Auf 22. Juni2000 die zehnjährige Nienke Kleiss wurde im Beatrixpark in Schiedam zum Leben erweckt. Ihr elfjähriger Freund Maikel, mit dem sie im Park spielte, wurde erstochen. Diese Kriminalität wird gemeinhin als "Schiedammer Parkmord" bezeichnet, obwohl der Täter verurteilt wurde Totschlag, also nicht für Mord.
Für den Totschlag von Nienke und die Messerstecherei von Maikel wurde zuerst der Falsche verurteilt: Cees B., nach einer Initiale falsches Geständnis blieb unschuldig. Durch ein Geständnis von Wik H. wurde nach vier Jahren klar, dass Cees B. es nicht getan haben konnte. Er ist seit mehr als vier Jahren inhaftiert.
Dieser Justizirrtum hat zu viel Aufregung und einer kritischen Bewertung der Arbeit von Polizei, Justiz und Justiz geführt.

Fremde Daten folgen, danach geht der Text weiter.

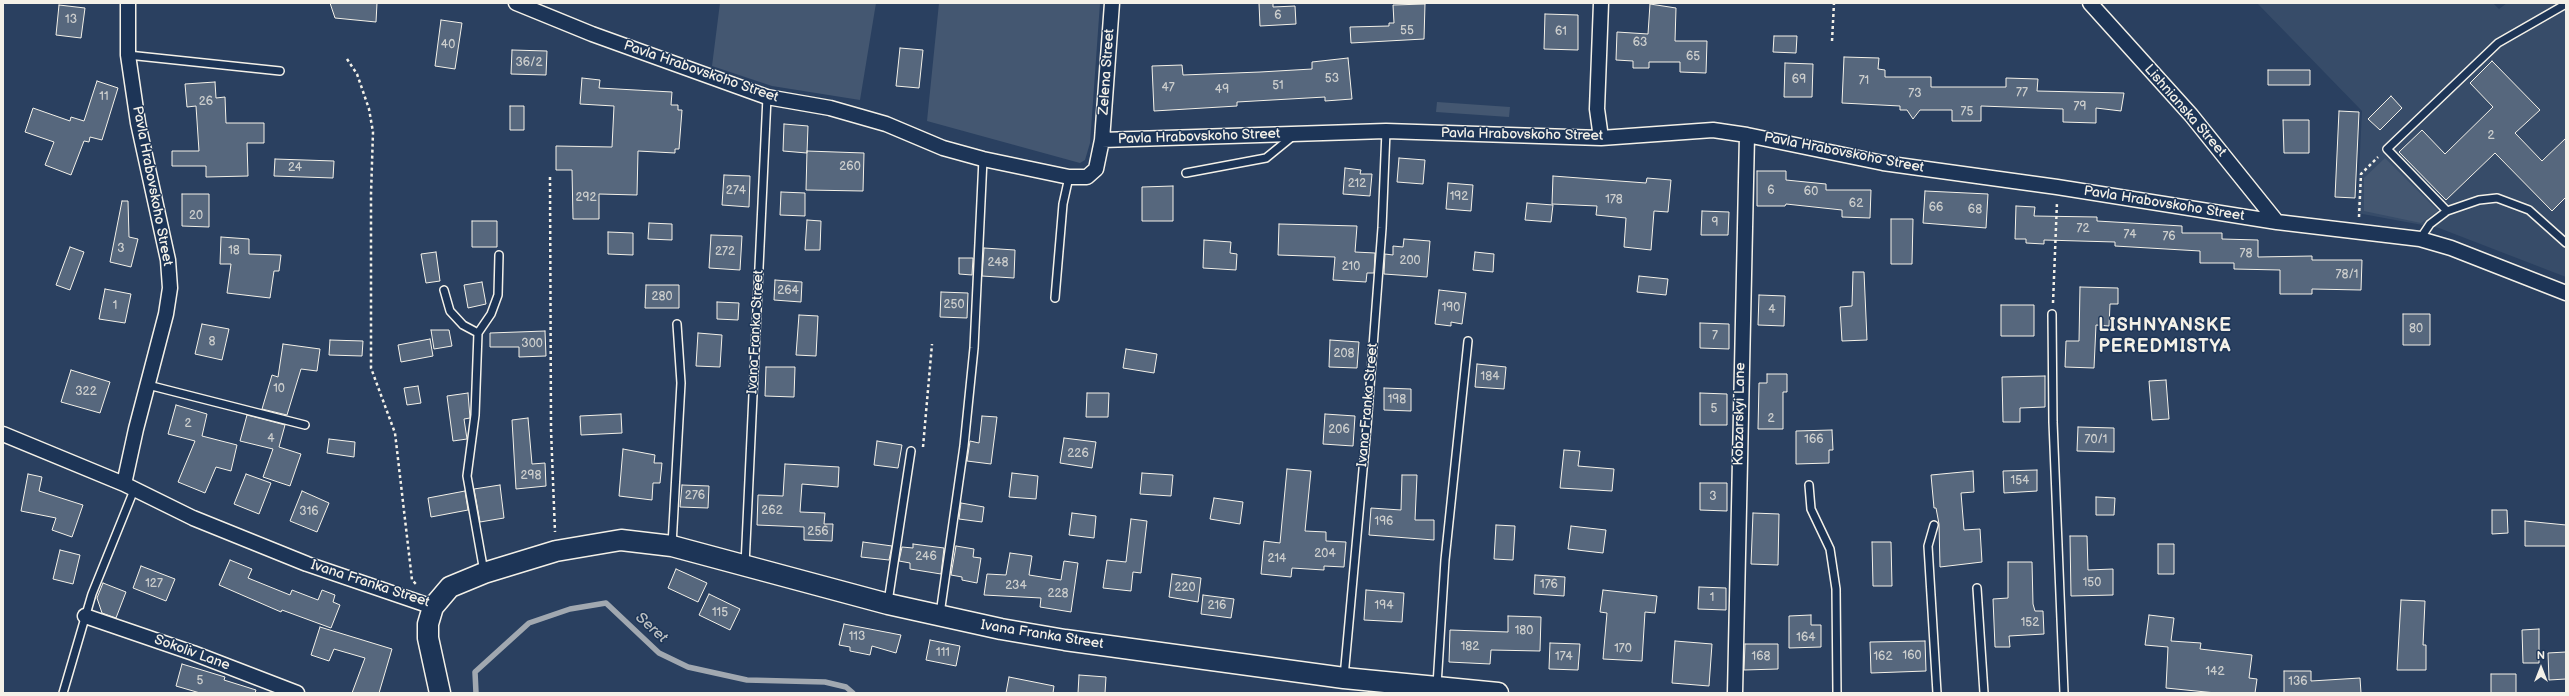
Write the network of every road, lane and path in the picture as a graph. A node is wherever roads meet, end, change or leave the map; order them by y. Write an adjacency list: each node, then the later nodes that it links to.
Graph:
1 (128, 3): 9 (street, Pavla Hrabovskoho Street)
2 (516, 3): 12 (street, Pavla Hrabovskoho Street)
3 (1112, 3): 17 (street, Zelena Street)
4 (1602, 3): 16 (street)
5 (1834, 3): 8 (path)
6 (2090, 3): 25 (street, Lishnianska Street)
7 (2566, 4): 18 (lane)
8 (1832, 41)
9 (128, 56): 11 (lane); 37 (street, Pavla Hrabovskoho Street)
10 (347, 59): 50 (path)
11 (280, 72)
12 (767, 97): 19 (street, Pavla Hrabovskoho Street); 46 (lane, Ivana Franka Street)
13 (1386, 131): 14 (street, Pavla Hrabovskoho Street); 16 (street, Pavla Hrabovskoho Street); 53 (lane, Ivana Franka Street)
14 (1296, 133): 17 (street, Pavla Hrabovskoho Street); 20 (lane)
15 (1747, 135): 16 (street, Pavla Hrabovskoho Street); 23 (street, Pavla Hrabovskoho Street); 59 (street, Kobzarskyi Lane)
16 (1601, 138)
17 (1102, 140): 22 (street, Pavla Hrabovskoho Street)
18 (2388, 149): 24 (lane); 26 (path)
19 (983, 159): 22 (street, Pavla Hrabovskoho Street); 52 (lane)
20 (1186, 173)
21 (550, 177): 45 (path)
22 (1070, 177): 32 (lane)
23 (2057, 187): 25 (street, Pavla Hrabovskoho Street); 33 (path)
24 (2447, 211): 27 (lane); 28 (lane)
25 (2277, 222): 26 (street, Pavla Hrabovskoho Street)
26 (2359, 232): 27 (street, Pavla Hrabovskoho Street)
27 (2420, 239): 31 (street, Pavla Hrabovskoho Street)
28 (2566, 243)
29 (499, 255): 35 (lane)
30 (444, 290): 35 (lane)
31 (2566, 293)
32 (1055, 298)
33 (2052, 314): 63 (lane)
34 (677, 324): 44 (lane)
35 (478, 333): 47 (lane)
36 (1468, 341): 54 (lane)
37 (148, 385): 38 (lane); 42 (street, Pavla Hrabovskoho Street)
38 (305, 425)
39 (3, 434): 42 (street, Ivana Franka Street)
40 (911, 452): 49 (lane)
41 (1809, 485): 60 (lane)
42 (129, 487): 50 (street, Ivana Franka Street); 51 (lane)
43 (1934, 526): 61 (lane)
44 (672, 546): 45 (main road, Ivana Franka Street); 46 (main road, Ivana Franka Street)
45 (556, 551): 47 (main road, Ivana Franka Street)
46 (745, 566): 49 (main road, Ivana Franka Street)
47 (484, 573): 50 (main road, Ivana Franka Street)
48 (1977, 588): 62 (lane)
49 (888, 604): 52 (main road, Ivana Franka Street)
50 (433, 607): 57 (main road)
51 (85, 616): 55 (lane); 56 (street, Sokoliv Lane)
52 (940, 616): 53 (main road, Ivana Franka Street)
53 (1344, 678): 54 (main road, Ivana Franka Street)
54 (1437, 687): 58 (main road, Ivana Franka Street)
55 (64, 693)
56 (297, 693)
57 (440, 693)
58 (1498, 693)
59 (1735, 693)
60 (1837, 693)
61 (1937, 693)
62 (1984, 693)
63 (2064, 693)

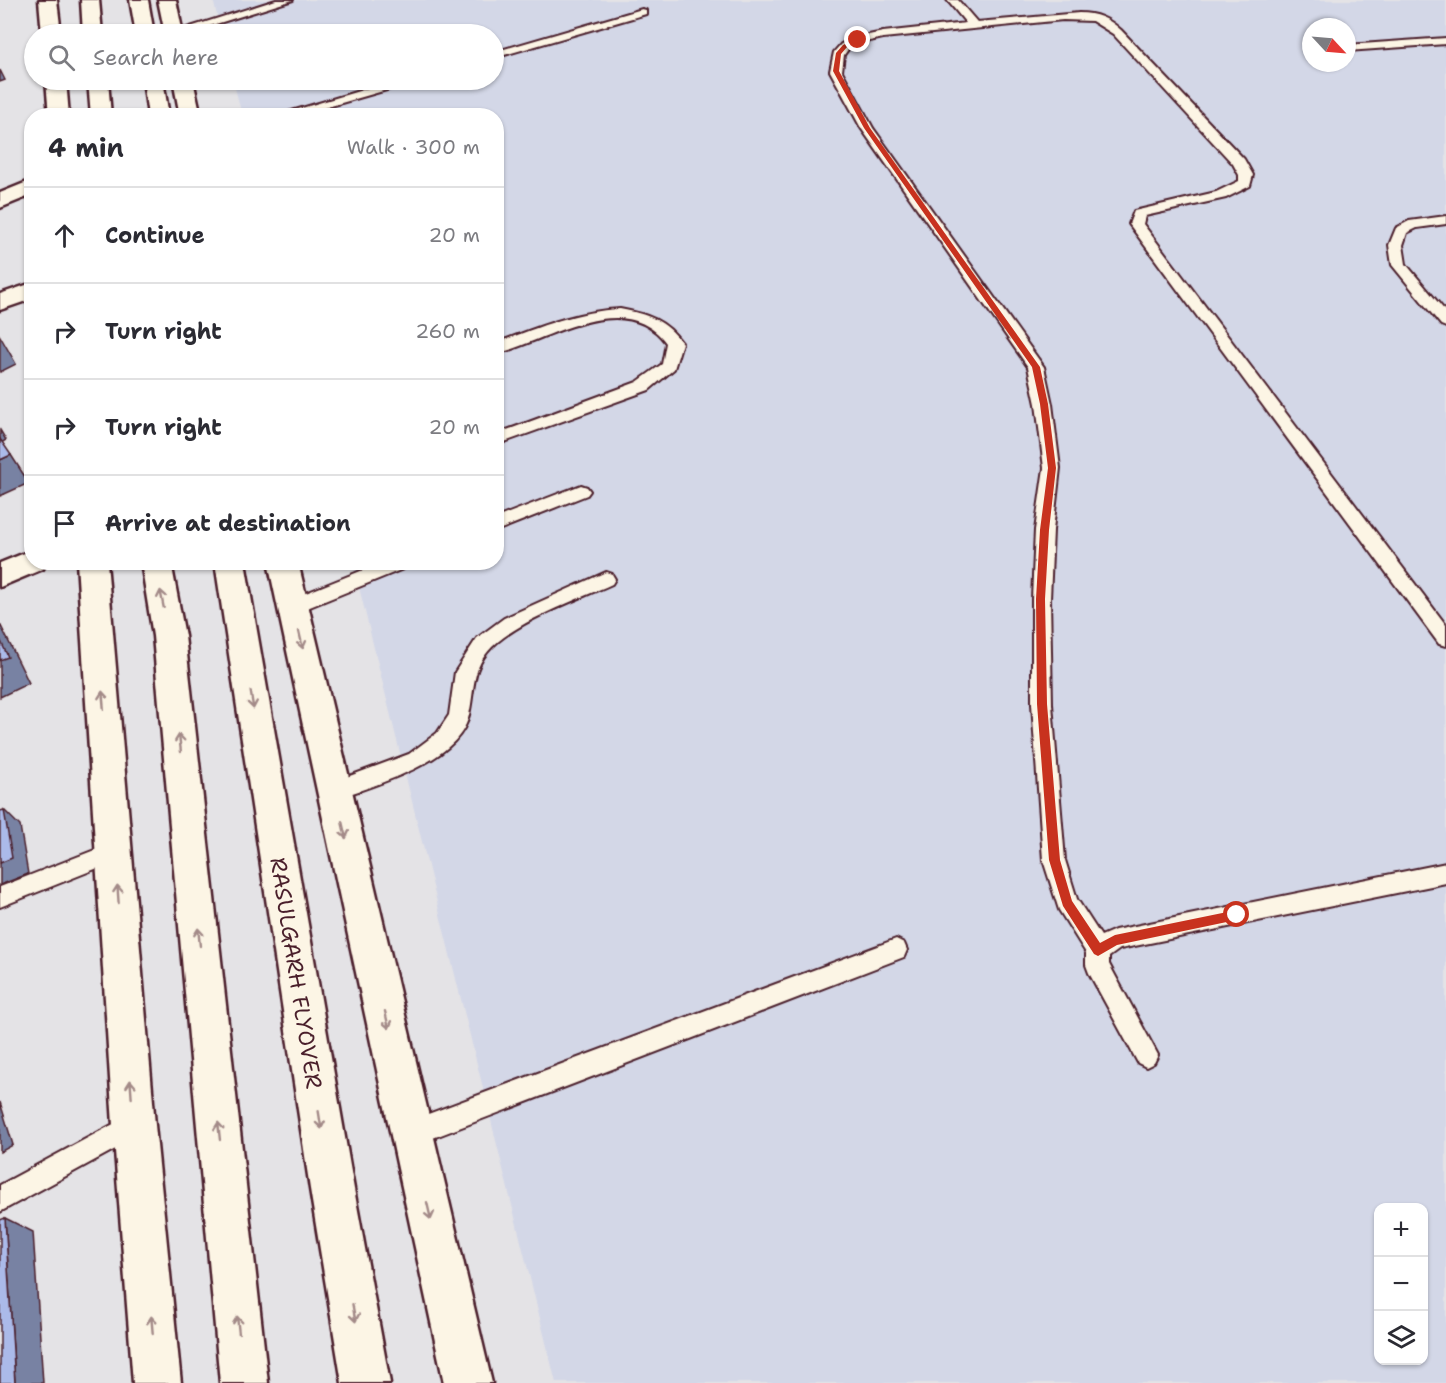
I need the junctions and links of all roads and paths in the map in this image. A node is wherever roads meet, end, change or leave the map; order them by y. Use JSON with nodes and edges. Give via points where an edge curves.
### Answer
{"nodes":[{"id":1,"x":48,"y":0,"type":"edge"},
{"id":2,"x":90,"y":0,"type":"edge"},
{"id":3,"x":139,"y":0,"type":"edge"},
{"id":4,"x":167,"y":0,"type":"edge"},
{"id":5,"x":288,"y":0,"type":"edge"},
{"id":6,"x":952,"y":0,"type":"edge"},
{"id":7,"x":642,"y":12,"type":"dead end"},
{"id":8,"x":51,"y":24,"type":"edge"},
{"id":9,"x":92,"y":24,"type":"edge"},
{"id":10,"x":143,"y":24,"type":"edge"},
{"id":11,"x":172,"y":24,"type":"edge"},
{"id":12,"x":208,"y":24,"type":"edge"},
{"id":13,"x":973,"y":25,"type":"junction"},
{"id":14,"x":1446,"y":41,"type":"edge"},
{"id":15,"x":1356,"y":47,"type":"edge"},
{"id":16,"x":504,"y":52,"type":"edge"},
{"id":17,"x":57,"y":90,"type":"edge"},
{"id":18,"x":99,"y":90,"type":"edge"},
{"id":19,"x":155,"y":90,"type":"edge"},
{"id":20,"x":185,"y":90,"type":"edge"},
{"id":21,"x":372,"y":90,"type":"edge"},
{"id":22,"x":58,"y":108,"type":"edge"},
{"id":23,"x":100,"y":108,"type":"edge"},
{"id":24,"x":158,"y":108,"type":"edge"},
{"id":25,"x":189,"y":108,"type":"edge"},
{"id":26,"x":309,"y":108,"type":"edge"},
{"id":27,"x":24,"y":190,"type":"edge"},
{"id":28,"x":0,"y":201,"type":"edge"},
{"id":29,"x":1446,"y":220,"type":"edge"},
{"id":30,"x":24,"y":293,"type":"edge"},
{"id":31,"x":0,"y":303,"type":"edge"},
{"id":32,"x":1443,"y":315,"type":"edge"},
{"id":33,"x":504,"y":346,"type":"edge"},
{"id":34,"x":504,"y":437,"type":"edge"},
{"id":35,"x":581,"y":491,"type":"dead end"},
{"id":36,"x":504,"y":522,"type":"edge"},
{"id":37,"x":24,"y":565,"type":"edge"},
{"id":38,"x":93,"y":570,"type":"edge"},
{"id":39,"x":157,"y":570,"type":"edge"},
{"id":40,"x":231,"y":570,"type":"edge"},
{"id":41,"x":285,"y":570,"type":"edge"},
{"id":42,"x":382,"y":570,"type":"edge"},
{"id":43,"x":0,"y":576,"type":"edge"},
{"id":44,"x":606,"y":579,"type":"dead end"},
{"id":45,"x":293,"y":606,"type":"junction"},
{"id":46,"x":1446,"y":639,"type":"edge"},
{"id":47,"x":335,"y":790,"type":"junction"},
{"id":48,"x":115,"y":851,"type":"junction"},
{"id":49,"x":1446,"y":873,"type":"edge"},
{"id":50,"x":0,"y":897,"type":"edge"},
{"id":51,"x":896,"y":950,"type":"dead end"},
{"id":52,"x":1098,"y":951,"type":"junction"},
{"id":53,"x":1146,"y":1055,"type":"dead end"},
{"id":54,"x":134,"y":1125,"type":"junction"},
{"id":55,"x":412,"y":1133,"type":"junction"},
{"id":56,"x":0,"y":1199,"type":"edge"},
{"id":57,"x":158,"y":1383,"type":"edge"},
{"id":58,"x":244,"y":1383,"type":"edge"},
{"id":59,"x":366,"y":1383,"type":"edge"},
{"id":60,"x":468,"y":1383,"type":"edge"}],
"edges":[{"from":1,"to":8,"type":"main road"},
{"from":2,"to":9,"type":"main road"},
{"from":3,"to":10,"type":"main road"},
{"from":4,"to":11,"type":"main road"},
{"from":5,"to":12,"type":"lane"},
{"from":6,"to":13,"type":"lane"},
{"from":7,"to":16,"type":"lane"},
{"from":13,"to":46,"type":"lane","via":[[1088,16],[1104,20],[1239,162],[1246,175],[1245,183],[1231,193],[1155,208],[1139,214],[1136,224]]},
{"from":13,"to":52,"type":"lane","via":[[858,40],[838,54],[836,71],[867,128],[1036,367],[1052,468],[1041,599],[1042,704],[1054,860],[1067,903]]},
{"from":14,"to":15,"type":"lane"},
{"from":17,"to":22,"type":"main road"},
{"from":18,"to":23,"type":"main road"},
{"from":19,"to":24,"type":"main road"},
{"from":20,"to":25,"type":"main road"},
{"from":21,"to":26,"type":"lane"},
{"from":27,"to":28,"type":"main road"},
{"from":29,"to":32,"type":"lane","via":[[1414,224],[1401,231],[1396,245],[1399,266]]},
{"from":30,"to":31,"type":"main road"},
{"from":33,"to":34,"type":"lane","via":[[596,314],[617,312],[660,327],[674,344],[669,366],[643,386]]},
{"from":35,"to":36,"type":"lane"},
{"from":37,"to":43,"type":"main road"},
{"from":48,"to":38,"type":"main road","one_way":true},
{"from":58,"to":39,"type":"main road","one_way":true,"via":[[169,636]]},
{"from":40,"to":59,"type":"main road","name":"RASULGARH FLYOVER","one_way":true},
{"from":41,"to":45,"type":"main road"},
{"from":42,"to":45,"type":"lane"},
{"from":44,"to":47,"type":"lane","via":[[511,623],[484,643],[465,672],[459,717],[444,738],[416,760]]},
{"from":45,"to":47,"type":"main road","one_way":true},
{"from":47,"to":55,"type":"main road","one_way":true},
{"from":48,"to":50,"type":"lane"},
{"from":54,"to":48,"type":"main road","one_way":true},
{"from":49,"to":52,"type":"lane","via":[[1115,940]]},
{"from":51,"to":55,"type":"lane"},
{"from":52,"to":53,"type":"lane","via":[[1097,965]]},
{"from":54,"to":56,"type":"lane"},
{"from":57,"to":54,"type":"main road","one_way":true},
{"from":55,"to":60,"type":"main road","one_way":true}]}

Nach der Präsentation des Ausschussberichts[1] im September 2005 wurde beschlossen, die Kommissionsbewertung abgeschlossener Strafverfahren, auch bekannt als Posthumus-II-Kommission, die auch andere Justizirrtümer selbst untersuchen konnte.
Grund
Durch Medienveröffentlichungen und ein vollständiges Geständnis einer anderen Person, August–Oktober 2004, wurde klar, dass die Verurteilung im Mordfall Schiedammer Gerichtsfehler früher gewesen. Dieser (wahrscheinliche) Fehler war einigen Institutionen bekannt, wie z NFIA.
Institution
Im Januar 2005 beschloss es besloot Generalstaatsanwaltschaft Untersuchung der Sachlage im Zusammenhang mit der Verurteilung von Cees B. im Fall des Schiedammer-Park-Mords.Mit dieser Evaluationsstudie, die von Generalanwalt F. Posthumus von der Staatsanwaltschaft Amsterdam geleitet wurde, wollte dieser Rat herausfinden, wie die Wahrheitsfindung in dem umstrittenen Fall war abgelaufen. Möglicherweise wollte die Kommission Lehren aus den Ermittlungen ziehen, "um die Qualität der Ermittlungen und der Strafverfolgung zu verbessern".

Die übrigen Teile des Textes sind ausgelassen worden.